# Directions for this task
Search the data for the word "Tulipanes" and copy out every line that has it.

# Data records

------------------------

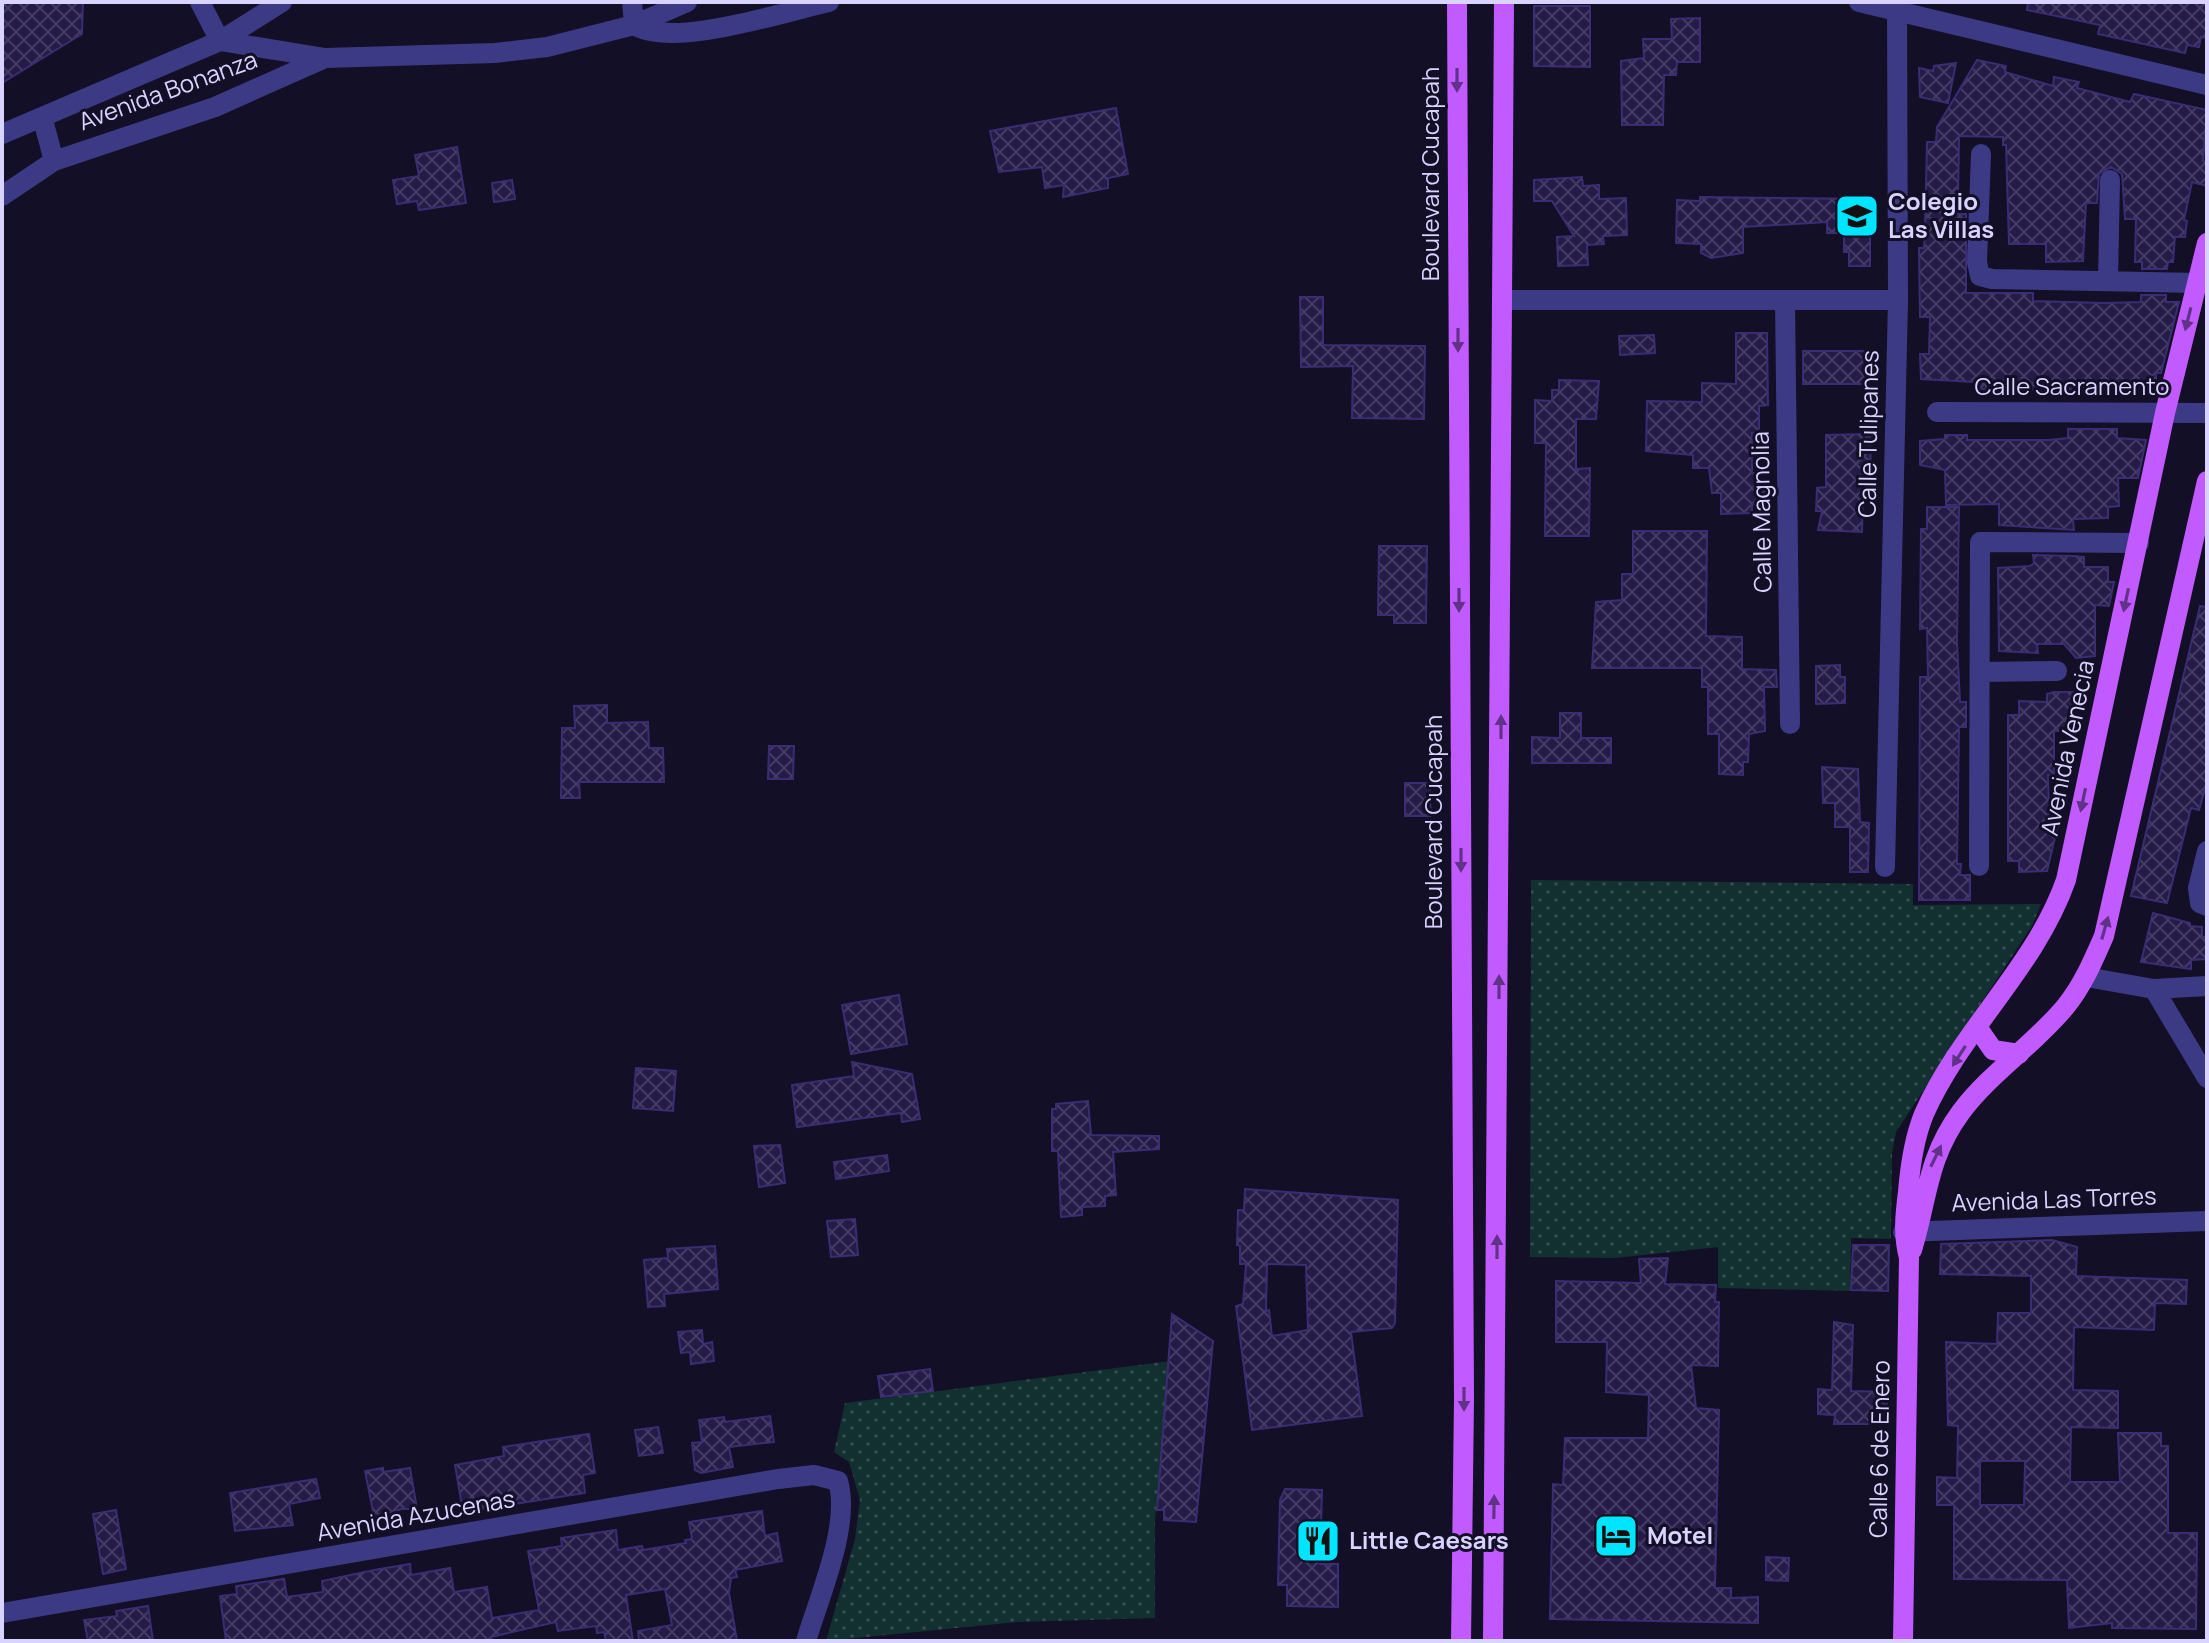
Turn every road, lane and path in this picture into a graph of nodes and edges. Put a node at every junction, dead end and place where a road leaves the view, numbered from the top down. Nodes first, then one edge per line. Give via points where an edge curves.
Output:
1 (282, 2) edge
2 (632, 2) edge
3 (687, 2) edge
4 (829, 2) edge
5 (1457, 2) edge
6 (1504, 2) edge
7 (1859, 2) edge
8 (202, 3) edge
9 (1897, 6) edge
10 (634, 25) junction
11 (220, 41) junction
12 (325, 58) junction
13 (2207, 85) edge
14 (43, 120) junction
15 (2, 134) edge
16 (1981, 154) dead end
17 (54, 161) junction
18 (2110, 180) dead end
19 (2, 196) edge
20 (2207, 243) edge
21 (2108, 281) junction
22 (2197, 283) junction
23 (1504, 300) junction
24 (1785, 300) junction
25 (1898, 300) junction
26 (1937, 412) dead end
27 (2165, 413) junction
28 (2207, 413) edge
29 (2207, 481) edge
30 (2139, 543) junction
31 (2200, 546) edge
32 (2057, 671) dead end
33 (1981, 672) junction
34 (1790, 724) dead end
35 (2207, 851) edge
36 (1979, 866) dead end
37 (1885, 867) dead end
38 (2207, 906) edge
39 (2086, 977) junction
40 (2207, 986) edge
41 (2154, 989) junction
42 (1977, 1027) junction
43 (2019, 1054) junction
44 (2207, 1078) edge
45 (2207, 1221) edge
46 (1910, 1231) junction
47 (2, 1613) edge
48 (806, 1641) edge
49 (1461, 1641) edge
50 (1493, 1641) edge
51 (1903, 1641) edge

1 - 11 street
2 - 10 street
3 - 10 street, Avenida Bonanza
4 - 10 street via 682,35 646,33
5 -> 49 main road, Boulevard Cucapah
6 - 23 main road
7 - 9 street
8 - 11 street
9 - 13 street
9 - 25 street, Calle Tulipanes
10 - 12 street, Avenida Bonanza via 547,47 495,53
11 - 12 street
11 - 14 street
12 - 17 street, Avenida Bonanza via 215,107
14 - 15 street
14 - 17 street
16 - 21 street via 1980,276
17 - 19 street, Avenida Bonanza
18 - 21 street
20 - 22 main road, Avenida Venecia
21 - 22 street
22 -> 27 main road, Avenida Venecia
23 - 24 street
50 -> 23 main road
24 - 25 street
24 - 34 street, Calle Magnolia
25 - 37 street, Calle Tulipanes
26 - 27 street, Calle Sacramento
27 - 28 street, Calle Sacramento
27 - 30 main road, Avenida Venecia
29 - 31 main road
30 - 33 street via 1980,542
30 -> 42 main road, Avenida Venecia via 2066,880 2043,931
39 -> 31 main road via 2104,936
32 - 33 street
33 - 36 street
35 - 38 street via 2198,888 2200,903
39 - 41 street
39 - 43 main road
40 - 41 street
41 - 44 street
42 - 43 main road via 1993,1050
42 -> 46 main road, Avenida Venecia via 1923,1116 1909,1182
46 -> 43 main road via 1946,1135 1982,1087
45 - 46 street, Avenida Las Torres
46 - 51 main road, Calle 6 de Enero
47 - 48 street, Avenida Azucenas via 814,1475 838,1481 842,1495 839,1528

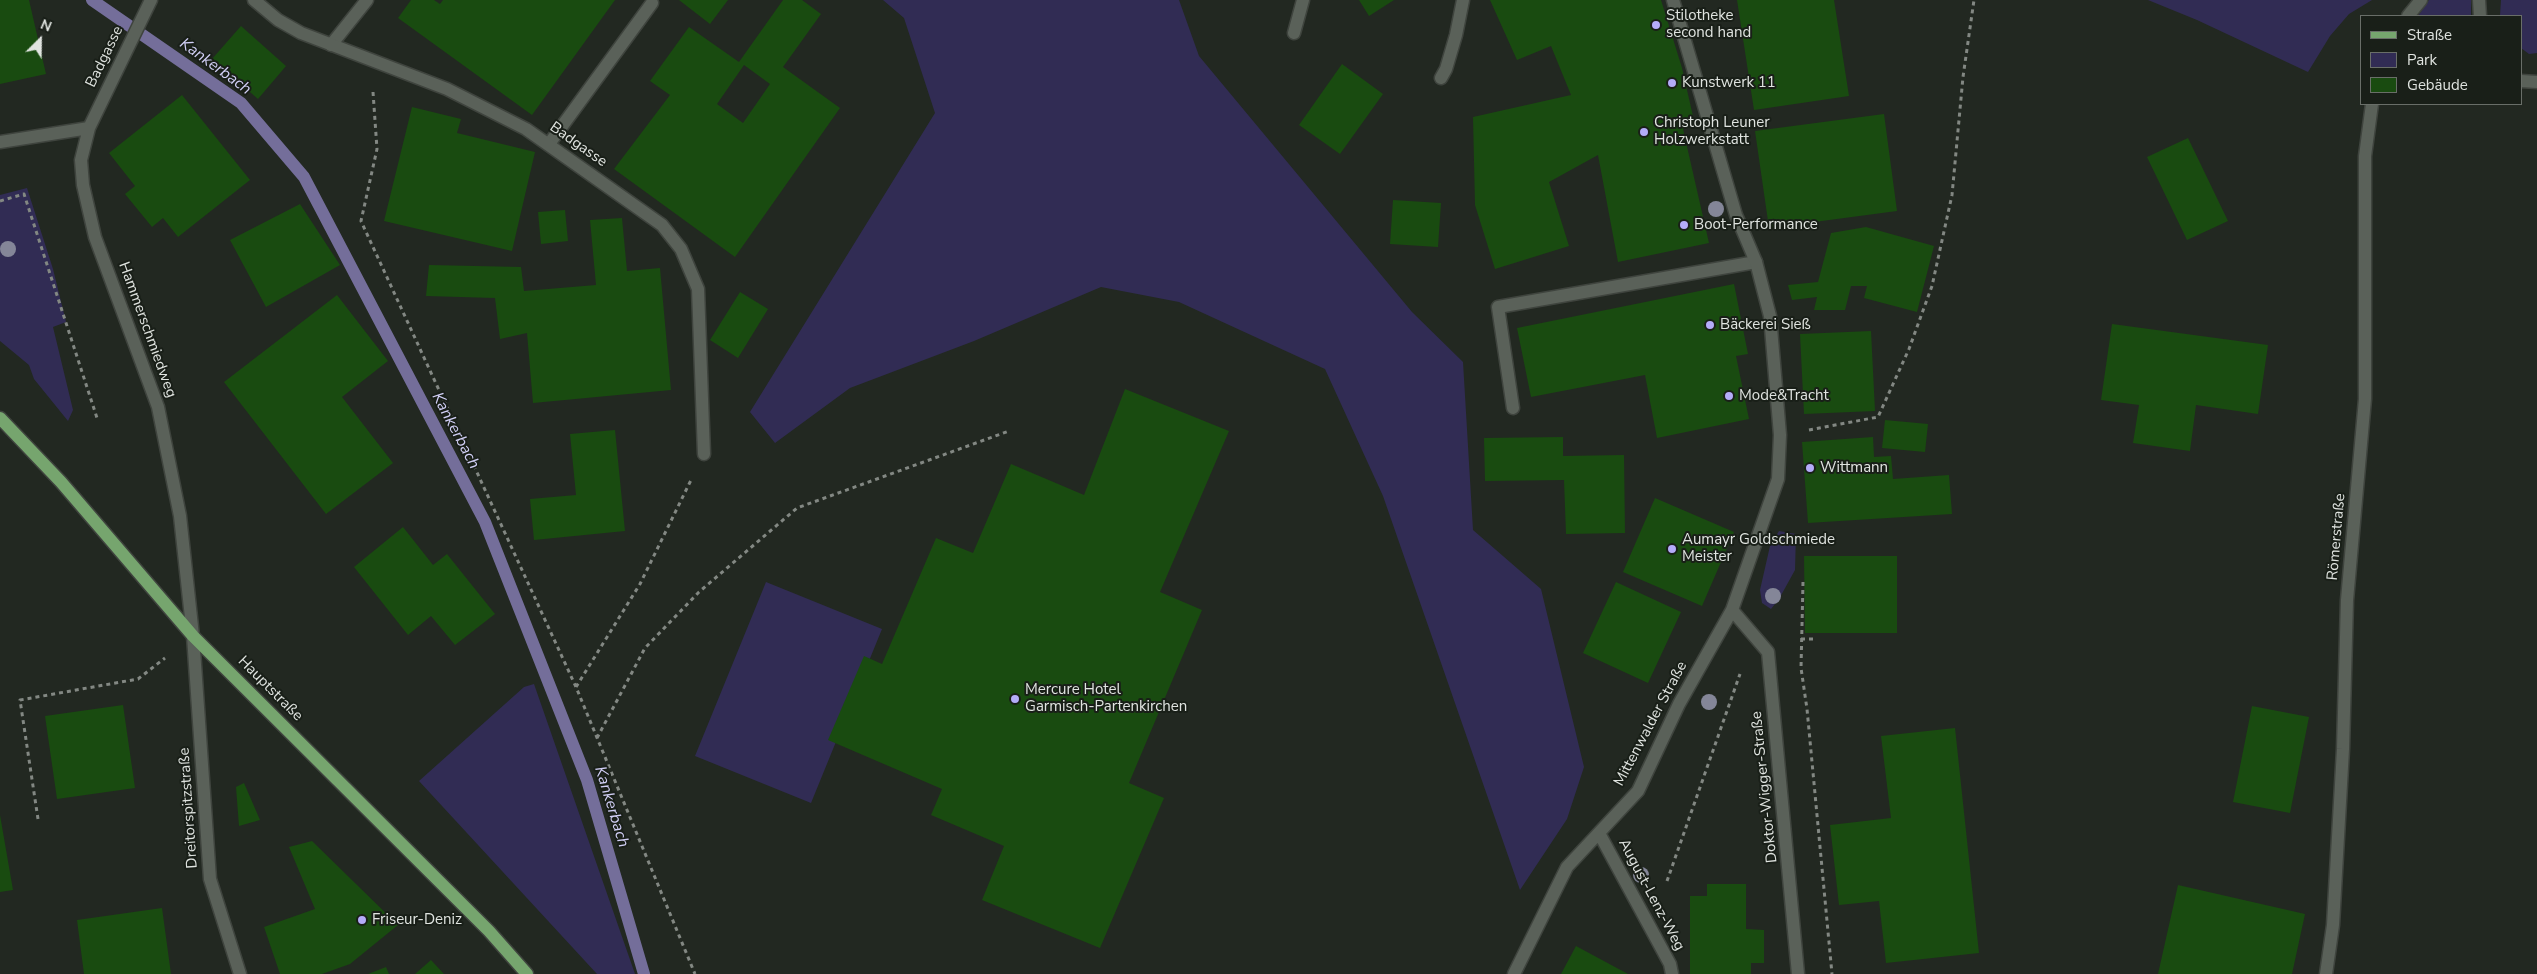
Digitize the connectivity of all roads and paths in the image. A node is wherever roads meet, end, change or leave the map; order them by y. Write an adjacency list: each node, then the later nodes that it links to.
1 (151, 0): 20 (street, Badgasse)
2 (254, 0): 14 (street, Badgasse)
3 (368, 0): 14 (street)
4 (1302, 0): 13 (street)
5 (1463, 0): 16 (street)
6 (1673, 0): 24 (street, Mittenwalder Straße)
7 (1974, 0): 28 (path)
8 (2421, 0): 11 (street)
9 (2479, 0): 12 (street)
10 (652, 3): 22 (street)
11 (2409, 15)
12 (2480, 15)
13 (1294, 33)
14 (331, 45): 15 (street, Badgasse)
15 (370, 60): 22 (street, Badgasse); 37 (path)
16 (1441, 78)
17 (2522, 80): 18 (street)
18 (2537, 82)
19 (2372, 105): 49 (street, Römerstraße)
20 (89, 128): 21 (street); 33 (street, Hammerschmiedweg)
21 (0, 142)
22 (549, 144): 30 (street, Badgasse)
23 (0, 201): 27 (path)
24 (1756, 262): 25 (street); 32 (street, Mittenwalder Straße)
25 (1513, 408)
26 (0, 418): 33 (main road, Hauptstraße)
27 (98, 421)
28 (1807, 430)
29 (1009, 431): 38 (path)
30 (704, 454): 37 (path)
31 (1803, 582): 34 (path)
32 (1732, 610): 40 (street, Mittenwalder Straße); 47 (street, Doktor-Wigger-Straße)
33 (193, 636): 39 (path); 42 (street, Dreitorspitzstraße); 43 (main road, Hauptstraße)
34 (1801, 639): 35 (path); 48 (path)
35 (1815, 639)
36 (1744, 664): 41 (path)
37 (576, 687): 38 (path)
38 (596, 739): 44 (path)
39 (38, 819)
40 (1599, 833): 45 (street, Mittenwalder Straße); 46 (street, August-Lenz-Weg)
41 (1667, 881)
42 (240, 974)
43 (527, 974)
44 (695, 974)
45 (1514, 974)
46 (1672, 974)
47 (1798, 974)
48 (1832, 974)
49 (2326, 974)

------------------------

# Exercise output
9 - 25 street, Calle Tulipanes
25 - 37 street, Calle Tulipanes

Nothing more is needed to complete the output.